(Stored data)
------------------------------------------------------------------------

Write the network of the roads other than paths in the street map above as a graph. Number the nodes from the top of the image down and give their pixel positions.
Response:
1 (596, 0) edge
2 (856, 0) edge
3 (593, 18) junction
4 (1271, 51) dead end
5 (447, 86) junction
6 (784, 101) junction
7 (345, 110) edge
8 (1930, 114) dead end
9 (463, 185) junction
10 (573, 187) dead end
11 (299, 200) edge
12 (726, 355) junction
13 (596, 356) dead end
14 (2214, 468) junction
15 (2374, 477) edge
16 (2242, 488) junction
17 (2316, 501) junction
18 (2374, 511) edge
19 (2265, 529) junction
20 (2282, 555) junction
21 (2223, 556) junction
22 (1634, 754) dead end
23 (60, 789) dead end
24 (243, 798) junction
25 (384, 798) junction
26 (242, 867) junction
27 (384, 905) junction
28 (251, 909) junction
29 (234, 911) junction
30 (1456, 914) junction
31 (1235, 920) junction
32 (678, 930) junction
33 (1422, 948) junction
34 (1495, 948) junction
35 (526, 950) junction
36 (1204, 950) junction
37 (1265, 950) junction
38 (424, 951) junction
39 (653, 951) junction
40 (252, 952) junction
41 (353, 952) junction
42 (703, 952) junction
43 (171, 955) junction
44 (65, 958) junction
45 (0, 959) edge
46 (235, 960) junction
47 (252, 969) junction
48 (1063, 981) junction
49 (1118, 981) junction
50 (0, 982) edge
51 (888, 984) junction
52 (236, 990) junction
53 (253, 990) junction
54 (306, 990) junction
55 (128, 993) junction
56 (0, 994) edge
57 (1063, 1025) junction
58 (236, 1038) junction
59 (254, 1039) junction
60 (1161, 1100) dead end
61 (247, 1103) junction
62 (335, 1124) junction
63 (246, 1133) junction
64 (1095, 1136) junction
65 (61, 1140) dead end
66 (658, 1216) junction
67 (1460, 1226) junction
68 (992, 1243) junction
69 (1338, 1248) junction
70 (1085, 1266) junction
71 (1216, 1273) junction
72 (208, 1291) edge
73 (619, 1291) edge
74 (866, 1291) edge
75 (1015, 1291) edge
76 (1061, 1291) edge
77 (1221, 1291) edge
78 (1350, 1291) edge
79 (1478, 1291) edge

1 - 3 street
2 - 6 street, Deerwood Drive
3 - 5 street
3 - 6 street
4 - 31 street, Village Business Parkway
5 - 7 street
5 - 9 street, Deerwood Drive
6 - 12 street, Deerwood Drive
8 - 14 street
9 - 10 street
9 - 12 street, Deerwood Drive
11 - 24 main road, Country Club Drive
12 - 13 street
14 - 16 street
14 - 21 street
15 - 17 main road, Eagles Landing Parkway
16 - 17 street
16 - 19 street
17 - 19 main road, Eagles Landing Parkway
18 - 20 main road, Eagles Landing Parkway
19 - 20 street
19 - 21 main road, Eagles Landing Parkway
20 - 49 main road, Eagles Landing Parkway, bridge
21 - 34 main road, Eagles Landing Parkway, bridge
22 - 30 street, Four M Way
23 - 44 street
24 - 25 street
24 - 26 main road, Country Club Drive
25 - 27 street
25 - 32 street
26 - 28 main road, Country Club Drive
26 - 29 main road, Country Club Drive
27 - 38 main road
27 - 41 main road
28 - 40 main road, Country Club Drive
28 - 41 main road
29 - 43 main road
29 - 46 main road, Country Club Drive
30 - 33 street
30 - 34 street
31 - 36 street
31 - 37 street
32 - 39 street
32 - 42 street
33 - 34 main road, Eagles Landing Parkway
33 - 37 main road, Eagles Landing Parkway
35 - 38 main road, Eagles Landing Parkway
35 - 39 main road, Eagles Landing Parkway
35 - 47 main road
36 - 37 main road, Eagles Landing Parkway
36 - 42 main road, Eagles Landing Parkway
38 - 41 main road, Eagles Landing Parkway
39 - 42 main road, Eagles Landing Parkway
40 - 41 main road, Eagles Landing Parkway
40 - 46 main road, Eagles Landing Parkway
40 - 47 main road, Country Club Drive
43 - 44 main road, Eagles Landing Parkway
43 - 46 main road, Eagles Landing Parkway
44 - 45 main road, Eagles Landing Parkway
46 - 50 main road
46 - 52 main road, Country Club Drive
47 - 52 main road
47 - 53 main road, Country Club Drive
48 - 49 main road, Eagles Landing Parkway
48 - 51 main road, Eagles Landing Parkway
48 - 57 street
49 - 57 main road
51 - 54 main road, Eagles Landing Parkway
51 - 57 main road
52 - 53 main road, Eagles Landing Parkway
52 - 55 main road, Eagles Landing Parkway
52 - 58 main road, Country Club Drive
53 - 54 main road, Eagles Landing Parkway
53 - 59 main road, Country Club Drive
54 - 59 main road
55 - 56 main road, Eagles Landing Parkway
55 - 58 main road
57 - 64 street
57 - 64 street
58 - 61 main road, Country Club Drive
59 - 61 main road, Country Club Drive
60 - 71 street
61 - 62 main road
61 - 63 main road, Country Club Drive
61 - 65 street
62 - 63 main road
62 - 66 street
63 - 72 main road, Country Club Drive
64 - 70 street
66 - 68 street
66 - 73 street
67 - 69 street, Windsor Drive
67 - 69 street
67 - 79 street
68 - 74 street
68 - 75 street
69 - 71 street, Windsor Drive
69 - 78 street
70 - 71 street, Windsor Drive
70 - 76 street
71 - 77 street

------------------------------------------------------------------------

• _WHAT THE TASK REQUIRES_
Every record above must be set down again, word for word.

• _RESPONSE TO THIS EXERCISE_
Write the network of the roads other than paths in the street map above as a graph. Number the nodes from the top of the image down and give their pixel positions.
Response:
1 (596, 0) edge
2 (856, 0) edge
3 (593, 18) junction
4 (1271, 51) dead end
5 (447, 86) junction
6 (784, 101) junction
7 (345, 110) edge
8 (1930, 114) dead end
9 (463, 185) junction
10 (573, 187) dead end
11 (299, 200) edge
12 (726, 355) junction
13 (596, 356) dead end
14 (2214, 468) junction
15 (2374, 477) edge
16 (2242, 488) junction
17 (2316, 501) junction
18 (2374, 511) edge
19 (2265, 529) junction
20 (2282, 555) junction
21 (2223, 556) junction
22 (1634, 754) dead end
23 (60, 789) dead end
24 (243, 798) junction
25 (384, 798) junction
26 (242, 867) junction
27 (384, 905) junction
28 (251, 909) junction
29 (234, 911) junction
30 (1456, 914) junction
31 (1235, 920) junction
32 (678, 930) junction
33 (1422, 948) junction
34 (1495, 948) junction
35 (526, 950) junction
36 (1204, 950) junction
37 (1265, 950) junction
38 (424, 951) junction
39 (653, 951) junction
40 (252, 952) junction
41 (353, 952) junction
42 (703, 952) junction
43 (171, 955) junction
44 (65, 958) junction
45 (0, 959) edge
46 (235, 960) junction
47 (252, 969) junction
48 (1063, 981) junction
49 (1118, 981) junction
50 (0, 982) edge
51 (888, 984) junction
52 (236, 990) junction
53 (253, 990) junction
54 (306, 990) junction
55 (128, 993) junction
56 (0, 994) edge
57 (1063, 1025) junction
58 (236, 1038) junction
59 (254, 1039) junction
60 (1161, 1100) dead end
61 (247, 1103) junction
62 (335, 1124) junction
63 (246, 1133) junction
64 (1095, 1136) junction
65 (61, 1140) dead end
66 (658, 1216) junction
67 (1460, 1226) junction
68 (992, 1243) junction
69 (1338, 1248) junction
70 (1085, 1266) junction
71 (1216, 1273) junction
72 (208, 1291) edge
73 (619, 1291) edge
74 (866, 1291) edge
75 (1015, 1291) edge
76 (1061, 1291) edge
77 (1221, 1291) edge
78 (1350, 1291) edge
79 (1478, 1291) edge

1 - 3 street
2 - 6 street, Deerwood Drive
3 - 5 street
3 - 6 street
4 - 31 street, Village Business Parkway
5 - 7 street
5 - 9 street, Deerwood Drive
6 - 12 street, Deerwood Drive
8 - 14 street
9 - 10 street
9 - 12 street, Deerwood Drive
11 - 24 main road, Country Club Drive
12 - 13 street
14 - 16 street
14 - 21 street
15 - 17 main road, Eagles Landing Parkway
16 - 17 street
16 - 19 street
17 - 19 main road, Eagles Landing Parkway
18 - 20 main road, Eagles Landing Parkway
19 - 20 street
19 - 21 main road, Eagles Landing Parkway
20 - 49 main road, Eagles Landing Parkway, bridge
21 - 34 main road, Eagles Landing Parkway, bridge
22 - 30 street, Four M Way
23 - 44 street
24 - 25 street
24 - 26 main road, Country Club Drive
25 - 27 street
25 - 32 street
26 - 28 main road, Country Club Drive
26 - 29 main road, Country Club Drive
27 - 38 main road
27 - 41 main road
28 - 40 main road, Country Club Drive
28 - 41 main road
29 - 43 main road
29 - 46 main road, Country Club Drive
30 - 33 street
30 - 34 street
31 - 36 street
31 - 37 street
32 - 39 street
32 - 42 street
33 - 34 main road, Eagles Landing Parkway
33 - 37 main road, Eagles Landing Parkway
35 - 38 main road, Eagles Landing Parkway
35 - 39 main road, Eagles Landing Parkway
35 - 47 main road
36 - 37 main road, Eagles Landing Parkway
36 - 42 main road, Eagles Landing Parkway
38 - 41 main road, Eagles Landing Parkway
39 - 42 main road, Eagles Landing Parkway
40 - 41 main road, Eagles Landing Parkway
40 - 46 main road, Eagles Landing Parkway
40 - 47 main road, Country Club Drive
43 - 44 main road, Eagles Landing Parkway
43 - 46 main road, Eagles Landing Parkway
44 - 45 main road, Eagles Landing Parkway
46 - 50 main road
46 - 52 main road, Country Club Drive
47 - 52 main road
47 - 53 main road, Country Club Drive
48 - 49 main road, Eagles Landing Parkway
48 - 51 main road, Eagles Landing Parkway
48 - 57 street
49 - 57 main road
51 - 54 main road, Eagles Landing Parkway
51 - 57 main road
52 - 53 main road, Eagles Landing Parkway
52 - 55 main road, Eagles Landing Parkway
52 - 58 main road, Country Club Drive
53 - 54 main road, Eagles Landing Parkway
53 - 59 main road, Country Club Drive
54 - 59 main road
55 - 56 main road, Eagles Landing Parkway
55 - 58 main road
57 - 64 street
57 - 64 street
58 - 61 main road, Country Club Drive
59 - 61 main road, Country Club Drive
60 - 71 street
61 - 62 main road
61 - 63 main road, Country Club Drive
61 - 65 street
62 - 63 main road
62 - 66 street
63 - 72 main road, Country Club Drive
64 - 70 street
66 - 68 street
66 - 73 street
67 - 69 street, Windsor Drive
67 - 69 street
67 - 79 street
68 - 74 street
68 - 75 street
69 - 71 street, Windsor Drive
69 - 78 street
70 - 71 street, Windsor Drive
70 - 76 street
71 - 77 street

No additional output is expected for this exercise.